C’est par une relation de grande écoute et disponibilité que les réalisateurs réussissent à en rendre compte, car Médard ne pense ni n’agit comme eux. Cela passe par mouiller sa chemise, affronter chaleur et moustiques pour aller au plus près, et prendre le temps nécessaire : le film est tourné à partir de juillet 2013, deux ans et demi sur place sur une période de six ans.

Kongo, d’Hadrien La Vapeur et Corto Vaclav
Mais cela passe aussi par une esthétique. Corto Vaclav est anthropologue et Hadrien La Vapeur cinéaste expérimental. Cette association est sur un tel sujet particulièrement vertueuse. Elle génère une attention particulière aux forces auxquelles croit Médard : la sirène d’une cascade, la capacité d’un fleuve extraordinairement tumultueux d’emporter les esprits malins, l’écriture automatique, les pluies torrentielles, les lumières, le vent. En privilégiant les forces sur les formes, l’action sur la froide observation, l’esthétique de Kongo ne se place pas au niveau du mode de pensée de Médard mais au niveau de ses objets : « le monde possible que ses concepts projettent ».[1] A concepts différents, monde différent : l’enjeu du film est dès lors, musique à l’appui, de laisser les images évoquer ce monde possible sans le décrédibiliser ni le disqualifier en tant qu’erreur, rêve ou illusion.
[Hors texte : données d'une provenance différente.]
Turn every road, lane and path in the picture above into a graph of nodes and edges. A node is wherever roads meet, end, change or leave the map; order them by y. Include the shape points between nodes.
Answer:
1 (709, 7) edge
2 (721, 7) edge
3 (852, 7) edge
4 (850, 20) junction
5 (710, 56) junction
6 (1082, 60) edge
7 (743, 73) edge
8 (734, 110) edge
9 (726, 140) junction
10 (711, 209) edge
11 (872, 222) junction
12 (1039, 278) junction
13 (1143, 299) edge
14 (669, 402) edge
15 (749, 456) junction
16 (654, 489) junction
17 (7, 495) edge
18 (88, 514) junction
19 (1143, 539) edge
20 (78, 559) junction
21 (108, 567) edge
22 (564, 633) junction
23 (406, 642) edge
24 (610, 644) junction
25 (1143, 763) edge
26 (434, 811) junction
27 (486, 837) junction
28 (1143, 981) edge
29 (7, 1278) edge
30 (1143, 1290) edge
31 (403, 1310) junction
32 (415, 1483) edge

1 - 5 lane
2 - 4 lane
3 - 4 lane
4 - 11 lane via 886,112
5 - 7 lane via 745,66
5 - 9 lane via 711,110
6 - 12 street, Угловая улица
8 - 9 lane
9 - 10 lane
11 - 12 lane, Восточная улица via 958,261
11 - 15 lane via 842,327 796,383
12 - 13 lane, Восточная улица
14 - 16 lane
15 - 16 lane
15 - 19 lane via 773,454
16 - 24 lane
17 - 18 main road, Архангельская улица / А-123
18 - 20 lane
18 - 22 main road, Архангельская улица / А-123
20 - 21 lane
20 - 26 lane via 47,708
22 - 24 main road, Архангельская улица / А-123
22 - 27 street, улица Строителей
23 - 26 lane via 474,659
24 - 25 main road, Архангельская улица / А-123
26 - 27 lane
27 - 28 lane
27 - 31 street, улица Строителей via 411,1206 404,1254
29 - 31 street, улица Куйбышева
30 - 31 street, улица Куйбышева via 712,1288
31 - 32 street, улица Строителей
La religion de Médard ne se résout pas à un système de croyances qu’il s’agirait de récuser. Les réalisateurs établissent avec lui une relation : ils ne cherchent pas à expliquer sa pensée mais à penser avec lui. Loin de neutraliser son mode de penser, ils essayent de le prendre au sérieux, d’en comprendre les virtualités. Voir Kongo n’est donc pas fantasmer un mystère ou une transcendance : c’est simplement se mettre à l’écoute de la multiplicité du monde et de son incommensurable vitalité.

Ils abordent au départ Médard de façon artisanale, au contact, sans comprendre sa langue, ramenant des images qu’il leur faudra comprendre avant d’y retourner. La production Quidam les accompagnera sur ce projet. Leur caméra respecte une distance qui inscrit sans intrusion Médard dans son environnement. Ils sont en initiation, pas en connaisseurs et certainement pas en inquisiteurs.

Il n’y a donc pas là de documentaire explicatif sur les guérisons mystiques. Ils filment dans son quotidien comme dans sa pratique sacrée l’Apôtre Médard, un guérisseur qui sait se mettre en scène, qui est accusé de sorcellerie et doit faire face à cette accusation pour se faire innocenter par le tribunal coutumier pour poursuivre la multitude de rôles sociaux qu’il exerce, notamment de désenvoûter en conjurant les mauvais sorts. Il croit, comme Birago Diop, que « les morts ne sont pas morts » et que leurs esprits nous accompagnent. Il croit avec les Ngunzas qu’il est possible de les solliciter. Dès lors, Kongo rejoint les revenants d’Atlantique de Mati Diop ou les zombis de Zombi Child de Bertrand Bonello : Médard est un résistant qui adopte pour réagir des pratiques magiques qui nous sont étrangères mais éventuellement opérantes pour les gens à qui il s’adresse. Et qui nous ouvrent paradoxalement aux réalités du monde, mais aussi peut-être à ce qui nous manque.

[1] Pour reprendre la conception de L’Anti-Narcisse d’Eduardo Viveiros de Castro (Métaphysiques cannibales, PUF 2009, p. 160).